System Architecture of Multi-Tenant IoT & Financial SaaS Platform

Overview

Designed and implemented a scalable, event-driven microservices architecture for a multi-organization IoT SaaS platform managing lithium-ion battery rentals, financial contracts, and operational workflows.

The system supports device lifecycle management, payment-gated access, loan and invoice automation, and real-time operational insights, while maintaining high availability, performance, and cost efficiency at scale.

Architecture Summary

Architecture Style: Microservices, event-driven
Communication: REST + asynchronous PUB/SUB (AWS SNS)
Deployment: Dockerized services on AWS ECS (Fargate)
Data Storage: DynamoDB (service-owned databases) + Data Warehouse
Asynchronous Processing: DynamoDB Streams + AWS Lambda
Multi-Tenancy: Organization-isolated access across all services

Internal Communication Model

Event-Driven Microservices

All microservices communicate using a PUB/SUB model via AWS SNS.

Services publish domain events (e.g., user update, battery update, payment event)
Subscribed services react asynchronously
Loose coupling improves scalability and fault isolation

Asynchronous Processing Strategy

DynamoDB Streams + AWS Lambda

Each service owns its DynamoDB tables
DynamoDB Streams trigger Lambda functions on data changes
Lambda functions perform background tasks such as:
- Updating related services’ data
- Processing financial logic
- Maintaining derived or aggregated data

This approach ensures:

Non-blocking request handling
Improved system responsiveness
Reliable background processing

Data Architecture

Operational Data:
- Stored in DynamoDB for fast, scalable access
- Each microservice owns its database (database-per-service pattern)
Historical & Analytical Data:
- Stored in a Data Warehouse
- Used for analytics, reporting, and performance insights

This separation prevents performance degradation as data volume grows and keeps the application responsive for active users.
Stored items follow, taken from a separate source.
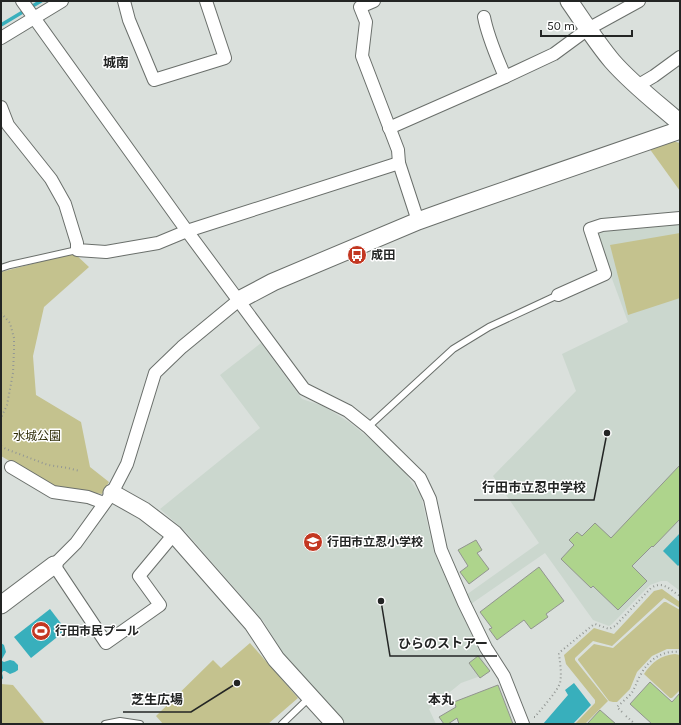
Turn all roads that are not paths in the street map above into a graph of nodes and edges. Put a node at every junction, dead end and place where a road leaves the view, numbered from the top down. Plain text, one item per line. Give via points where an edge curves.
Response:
1 (22, 1) edge
2 (62, 1) edge
3 (124, 1) edge
4 (206, 1) edge
5 (374, 1) edge
6 (569, 1) edge
7 (639, 1) edge
8 (358, 4) edge
9 (34, 17) junction
10 (484, 17) dead end
11 (588, 29) junction
12 (1, 38) edge
13 (680, 57) edge
14 (506, 77) junction
15 (637, 86) junction
16 (1, 107) edge
17 (680, 123) edge
18 (389, 128) junction
19 (680, 130) edge
20 (399, 163) junction
21 (680, 218) edge
22 (418, 221) junction
23 (187, 231) junction
24 (77, 250) junction
25 (1, 268) edge
26 (558, 295) joint
27 (239, 300) junction
28 (368, 427) junction
29 (12, 467) dead end
30 (108, 498) junction
31 (174, 534) junction
32 (54, 565) junction
33 (1, 605) edge
34 (310, 696) junction
35 (526, 721) edge
36 (105, 724) edge
37 (140, 724) edge
38 (282, 724) edge
39 (335, 724) edge

1 - 9 street
2 - 9 street
3 - 4 street via 154,80 224,58
5 - 8 street
6 - 11 street
7 - 11 street
8 - 18 street via 366,22 362,56
9 - 12 street
9 - 23 street
10 - 14 street via 494,52
11 - 14 street via 554,54
11 - 15 street via 612,61
13 - 15 street
14 - 18 street
15 - 17 street
16 - 24 street via 8,125 51,179 65,204
18 - 20 street via 398,150
19 - 22 street
20 - 22 street
20 - 23 street
21 - 26 street via 602,225 590,229 604,274
22 - 27 street via 273,282
23 - 24 street via 158,243 106,252
23 - 27 street
24 - 25 lane
26 - 28 lane via 489,327 453,349
27 - 28 street via 304,389 348,411
27 - 30 street via 155,373 127,464
28 - 35 street via 420,478 430,499 441,550 464,603
29 - 30 street via 53,492
30 - 31 street via 144,511
30 - 32 street via 76,543
31 - 32 street via 139,576 160,605 106,643
31 - 34 street via 253,624 276,659
32 - 33 street
34 - 38 lane
34 - 39 street
36 - 37 lane via 120,721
AWS Infrastructure & Deployment

Compute & Orchestration

AWS ECS (Fargate) for containerized microservices
Low baseline configuration with auto-scaling enabled
Optimized for cost efficiency and traffic spikes
Service Configuration:

Networking & Security

AWS VPC & Subnets to isolate services
AWS ALB for request routing and load balancing
AWS-managed SSL certificates for secure communication

Monitoring & Observability

Amazon CloudWatch for:
- Centralized logging
- Metrics and anomaly detection
- Operational visibility across services

Infrastructure as Code

AWS CloudFormation used to define and deploy:
- ECS services
- Networking resources
- Auto-scaling policies
- Supporting AWS infrastructure

Key Design Outcomes

Highly scalable, loosely coupled microservices architecture
Cost-efficient infrastructure with auto-scaling ECS services
Improved performance by separating active and historical data
Reliable financial enforcement through event-driven workflows
Clear service ownership and fault isolation

Tech Stack

Python, Flask, Microservices, AWS ECS, DynamoDB, SNS, Lambda, CloudWatch, CloudFormation

👉 This architecture reflects my approach to designing systems that balance scalability, reliability, performance, and operational simplicity.